Vermilacinia acicularis

Scientific classification
- Domain: Eukaryota
- Kingdom: Fungi
- Division: Ascomycota
- Class: Lecanoromycetes
- Order: Lecanorales
- Family: Ramalinaceae
- Genus: Vermilacinia
- Species: V. acicularis
- Binomial name: Vermilacinia acicularis Spjut (1996)

= Vermilacinia acicularis =

- Authority: Spjut (1996)

Species of lichen

Vermilacinia acicularis is a fruticose lichen that occurs in the Channel Islands of California. The type specimen was collected from San Clemente Island. Other specimens have been collected from Santa Barbara Island and Anacapa Island.
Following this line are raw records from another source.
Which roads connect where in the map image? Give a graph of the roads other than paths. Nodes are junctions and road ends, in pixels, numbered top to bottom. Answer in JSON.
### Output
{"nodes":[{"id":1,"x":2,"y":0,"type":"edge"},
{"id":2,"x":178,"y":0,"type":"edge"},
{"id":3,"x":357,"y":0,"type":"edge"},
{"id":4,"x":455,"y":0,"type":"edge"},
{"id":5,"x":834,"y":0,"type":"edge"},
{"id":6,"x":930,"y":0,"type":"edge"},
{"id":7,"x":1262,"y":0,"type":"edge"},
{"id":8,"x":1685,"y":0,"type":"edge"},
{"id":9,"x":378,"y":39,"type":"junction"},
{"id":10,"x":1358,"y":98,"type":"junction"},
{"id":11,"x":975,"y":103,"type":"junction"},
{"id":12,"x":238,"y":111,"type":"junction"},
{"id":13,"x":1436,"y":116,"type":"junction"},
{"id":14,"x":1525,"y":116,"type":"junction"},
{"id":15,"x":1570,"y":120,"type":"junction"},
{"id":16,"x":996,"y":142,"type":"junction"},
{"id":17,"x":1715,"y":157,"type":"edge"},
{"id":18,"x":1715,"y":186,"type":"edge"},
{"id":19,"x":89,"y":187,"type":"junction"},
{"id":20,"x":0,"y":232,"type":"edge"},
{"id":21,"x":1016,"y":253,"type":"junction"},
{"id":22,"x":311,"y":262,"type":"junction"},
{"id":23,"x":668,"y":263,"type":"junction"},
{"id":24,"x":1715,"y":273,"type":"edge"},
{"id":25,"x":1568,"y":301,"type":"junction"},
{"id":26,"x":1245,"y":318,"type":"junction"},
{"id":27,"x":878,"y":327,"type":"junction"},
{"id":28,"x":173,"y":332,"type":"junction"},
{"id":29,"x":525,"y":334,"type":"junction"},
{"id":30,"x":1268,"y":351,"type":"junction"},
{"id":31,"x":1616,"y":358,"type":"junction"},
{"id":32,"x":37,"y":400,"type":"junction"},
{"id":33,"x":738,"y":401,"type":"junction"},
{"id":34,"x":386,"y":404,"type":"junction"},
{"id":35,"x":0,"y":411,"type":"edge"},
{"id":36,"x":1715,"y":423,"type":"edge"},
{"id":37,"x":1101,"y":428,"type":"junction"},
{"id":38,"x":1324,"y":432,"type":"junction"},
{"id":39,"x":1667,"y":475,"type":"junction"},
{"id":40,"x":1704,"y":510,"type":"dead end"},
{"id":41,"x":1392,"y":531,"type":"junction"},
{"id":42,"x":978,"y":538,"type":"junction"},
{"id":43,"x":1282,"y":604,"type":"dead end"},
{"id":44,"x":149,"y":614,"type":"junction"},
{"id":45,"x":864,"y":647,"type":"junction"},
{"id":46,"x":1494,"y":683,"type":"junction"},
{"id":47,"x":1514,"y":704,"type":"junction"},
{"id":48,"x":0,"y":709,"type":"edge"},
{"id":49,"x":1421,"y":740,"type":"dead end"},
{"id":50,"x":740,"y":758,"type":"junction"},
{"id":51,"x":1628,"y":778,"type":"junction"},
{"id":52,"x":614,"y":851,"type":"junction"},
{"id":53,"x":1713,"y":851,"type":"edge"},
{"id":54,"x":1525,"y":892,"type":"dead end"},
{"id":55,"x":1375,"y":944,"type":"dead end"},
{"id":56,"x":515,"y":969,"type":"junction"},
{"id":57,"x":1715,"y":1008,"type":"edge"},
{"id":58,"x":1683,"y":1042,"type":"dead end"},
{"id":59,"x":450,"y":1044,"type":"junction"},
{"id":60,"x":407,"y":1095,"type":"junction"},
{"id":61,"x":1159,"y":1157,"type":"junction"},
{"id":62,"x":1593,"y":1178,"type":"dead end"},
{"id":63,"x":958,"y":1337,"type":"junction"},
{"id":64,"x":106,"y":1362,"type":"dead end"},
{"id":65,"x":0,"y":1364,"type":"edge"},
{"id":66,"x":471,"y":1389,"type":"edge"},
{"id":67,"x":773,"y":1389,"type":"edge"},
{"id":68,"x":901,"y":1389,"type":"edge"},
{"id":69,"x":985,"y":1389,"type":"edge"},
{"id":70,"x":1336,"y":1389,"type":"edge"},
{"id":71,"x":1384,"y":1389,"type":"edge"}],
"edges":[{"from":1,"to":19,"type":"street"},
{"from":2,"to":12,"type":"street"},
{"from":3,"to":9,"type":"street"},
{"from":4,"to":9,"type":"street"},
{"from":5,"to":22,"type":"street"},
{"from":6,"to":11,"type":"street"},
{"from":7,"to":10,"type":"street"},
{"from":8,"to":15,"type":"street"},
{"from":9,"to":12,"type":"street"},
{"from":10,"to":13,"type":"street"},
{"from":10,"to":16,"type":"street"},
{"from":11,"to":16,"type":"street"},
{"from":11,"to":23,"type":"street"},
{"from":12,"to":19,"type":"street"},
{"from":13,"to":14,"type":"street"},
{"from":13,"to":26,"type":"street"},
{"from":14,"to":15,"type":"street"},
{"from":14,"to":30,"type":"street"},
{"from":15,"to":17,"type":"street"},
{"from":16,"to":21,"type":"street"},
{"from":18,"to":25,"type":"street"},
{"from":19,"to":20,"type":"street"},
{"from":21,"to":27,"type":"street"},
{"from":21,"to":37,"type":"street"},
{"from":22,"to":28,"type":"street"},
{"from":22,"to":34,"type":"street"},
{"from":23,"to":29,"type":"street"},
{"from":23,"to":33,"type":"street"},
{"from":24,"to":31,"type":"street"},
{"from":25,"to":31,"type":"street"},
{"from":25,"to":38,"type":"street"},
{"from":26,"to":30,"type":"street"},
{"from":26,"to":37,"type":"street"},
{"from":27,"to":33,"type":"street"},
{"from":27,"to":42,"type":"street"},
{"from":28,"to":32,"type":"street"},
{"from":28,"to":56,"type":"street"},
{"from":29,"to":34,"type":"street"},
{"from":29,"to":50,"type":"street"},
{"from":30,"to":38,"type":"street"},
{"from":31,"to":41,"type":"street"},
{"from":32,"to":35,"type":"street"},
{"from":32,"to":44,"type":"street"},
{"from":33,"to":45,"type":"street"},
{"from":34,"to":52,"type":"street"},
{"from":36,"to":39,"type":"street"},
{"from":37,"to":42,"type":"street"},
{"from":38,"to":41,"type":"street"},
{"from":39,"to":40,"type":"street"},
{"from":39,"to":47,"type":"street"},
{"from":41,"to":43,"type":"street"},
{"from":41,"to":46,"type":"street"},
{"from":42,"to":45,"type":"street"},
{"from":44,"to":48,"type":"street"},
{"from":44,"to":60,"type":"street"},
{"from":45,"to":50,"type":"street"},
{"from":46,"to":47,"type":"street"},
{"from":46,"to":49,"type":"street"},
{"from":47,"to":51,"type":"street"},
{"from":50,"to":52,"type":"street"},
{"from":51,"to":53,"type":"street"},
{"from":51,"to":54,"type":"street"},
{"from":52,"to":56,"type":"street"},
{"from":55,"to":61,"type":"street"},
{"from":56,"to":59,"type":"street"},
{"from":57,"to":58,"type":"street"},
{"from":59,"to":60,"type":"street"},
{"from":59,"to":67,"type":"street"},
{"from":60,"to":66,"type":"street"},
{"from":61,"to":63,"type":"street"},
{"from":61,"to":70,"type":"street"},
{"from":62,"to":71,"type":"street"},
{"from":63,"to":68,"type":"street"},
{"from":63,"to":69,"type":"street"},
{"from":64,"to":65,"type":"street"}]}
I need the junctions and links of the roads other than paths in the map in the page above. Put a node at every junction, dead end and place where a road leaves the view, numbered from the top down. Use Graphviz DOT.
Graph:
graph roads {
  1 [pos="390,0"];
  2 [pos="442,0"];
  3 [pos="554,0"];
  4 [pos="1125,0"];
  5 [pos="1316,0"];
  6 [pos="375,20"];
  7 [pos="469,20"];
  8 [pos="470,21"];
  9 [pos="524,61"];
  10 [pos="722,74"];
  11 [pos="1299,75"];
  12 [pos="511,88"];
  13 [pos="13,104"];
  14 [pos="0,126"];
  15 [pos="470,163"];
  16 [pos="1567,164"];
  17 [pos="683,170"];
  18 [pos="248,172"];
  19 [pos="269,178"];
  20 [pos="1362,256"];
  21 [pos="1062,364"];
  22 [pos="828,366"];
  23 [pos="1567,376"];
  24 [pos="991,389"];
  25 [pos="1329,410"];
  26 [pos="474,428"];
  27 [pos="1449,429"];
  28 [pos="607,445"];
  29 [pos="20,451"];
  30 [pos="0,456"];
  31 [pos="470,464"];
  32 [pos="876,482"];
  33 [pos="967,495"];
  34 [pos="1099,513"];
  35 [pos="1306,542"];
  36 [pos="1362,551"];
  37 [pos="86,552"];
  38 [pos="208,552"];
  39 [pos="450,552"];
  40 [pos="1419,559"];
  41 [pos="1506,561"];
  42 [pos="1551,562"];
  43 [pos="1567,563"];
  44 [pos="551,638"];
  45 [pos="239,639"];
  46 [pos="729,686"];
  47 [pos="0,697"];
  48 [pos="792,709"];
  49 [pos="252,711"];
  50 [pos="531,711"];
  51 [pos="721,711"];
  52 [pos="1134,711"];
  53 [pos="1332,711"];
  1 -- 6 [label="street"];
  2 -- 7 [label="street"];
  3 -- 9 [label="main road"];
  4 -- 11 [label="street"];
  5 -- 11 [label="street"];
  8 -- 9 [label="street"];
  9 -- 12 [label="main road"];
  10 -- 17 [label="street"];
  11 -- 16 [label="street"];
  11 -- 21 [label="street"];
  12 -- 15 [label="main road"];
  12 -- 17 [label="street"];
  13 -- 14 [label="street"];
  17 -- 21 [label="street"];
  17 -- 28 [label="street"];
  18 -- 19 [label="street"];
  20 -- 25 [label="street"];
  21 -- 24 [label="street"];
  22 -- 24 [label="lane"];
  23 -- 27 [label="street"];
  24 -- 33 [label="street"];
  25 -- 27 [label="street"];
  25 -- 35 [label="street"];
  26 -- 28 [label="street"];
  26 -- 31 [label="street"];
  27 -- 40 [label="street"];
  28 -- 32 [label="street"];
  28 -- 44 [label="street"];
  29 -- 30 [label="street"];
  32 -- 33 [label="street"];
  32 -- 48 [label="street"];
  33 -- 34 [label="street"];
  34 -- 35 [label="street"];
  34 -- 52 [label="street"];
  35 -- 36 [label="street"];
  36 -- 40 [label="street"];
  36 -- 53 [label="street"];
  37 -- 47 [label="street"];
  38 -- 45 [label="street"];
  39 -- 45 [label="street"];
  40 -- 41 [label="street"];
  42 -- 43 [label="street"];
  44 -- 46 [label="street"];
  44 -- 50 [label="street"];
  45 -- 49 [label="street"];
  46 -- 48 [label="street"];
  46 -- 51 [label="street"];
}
== Distinguishing features ==
Vermilacinia acicularis is classified in the subgenus Vermilacinia in which it is distinguished by the rounded outline of the thallus with clumps of basal lobes (or branches). The thallus size varies from 5–10 mm in diameter. Basal branches are loosely united and frequently divided dichotomously into similar branches, the ultimate branchlets have tiny isidia-like branchlets, or true isidia, that distinguishes the species from others in the subgenus.

The thallus of Vermilacinia acicularis has a cortex up to 100 micron thick. Lichen substances are primarily of the following three terpenes that are characteristic of the subgenus Vermilacinia: an unknown referred to as "T3", (-)-16 α-hydroxykaurane, and zeorin. No accessory substances reported. Reproductive features include pynidia (conidium); apothecia unknown.

== Taxonomic history ==
Vermilacinia acicularis was described in 1996. It has alternatively been treated in the genus Niebla under a broader species concept, N. ceruchoides, without explanation. Niebla differs from Vermilacinia by the cortex differentiated into two layers, by the development of chondroid strands in the medulla, and by the absence of the diterpene (-)-16 α-hydroxykaurane and the triterpene zeorin. Vermilacinia ceruchoides differs from V. acicularis by the absence of isidia, and by the branches arising from a less defined basal area that become shortly bifurcate near apex. The whole thallus sometimes intricately branched throughout.

== Etymology ==
The specific epithet, acicularis, is derived from Latin and means "needle-shaped".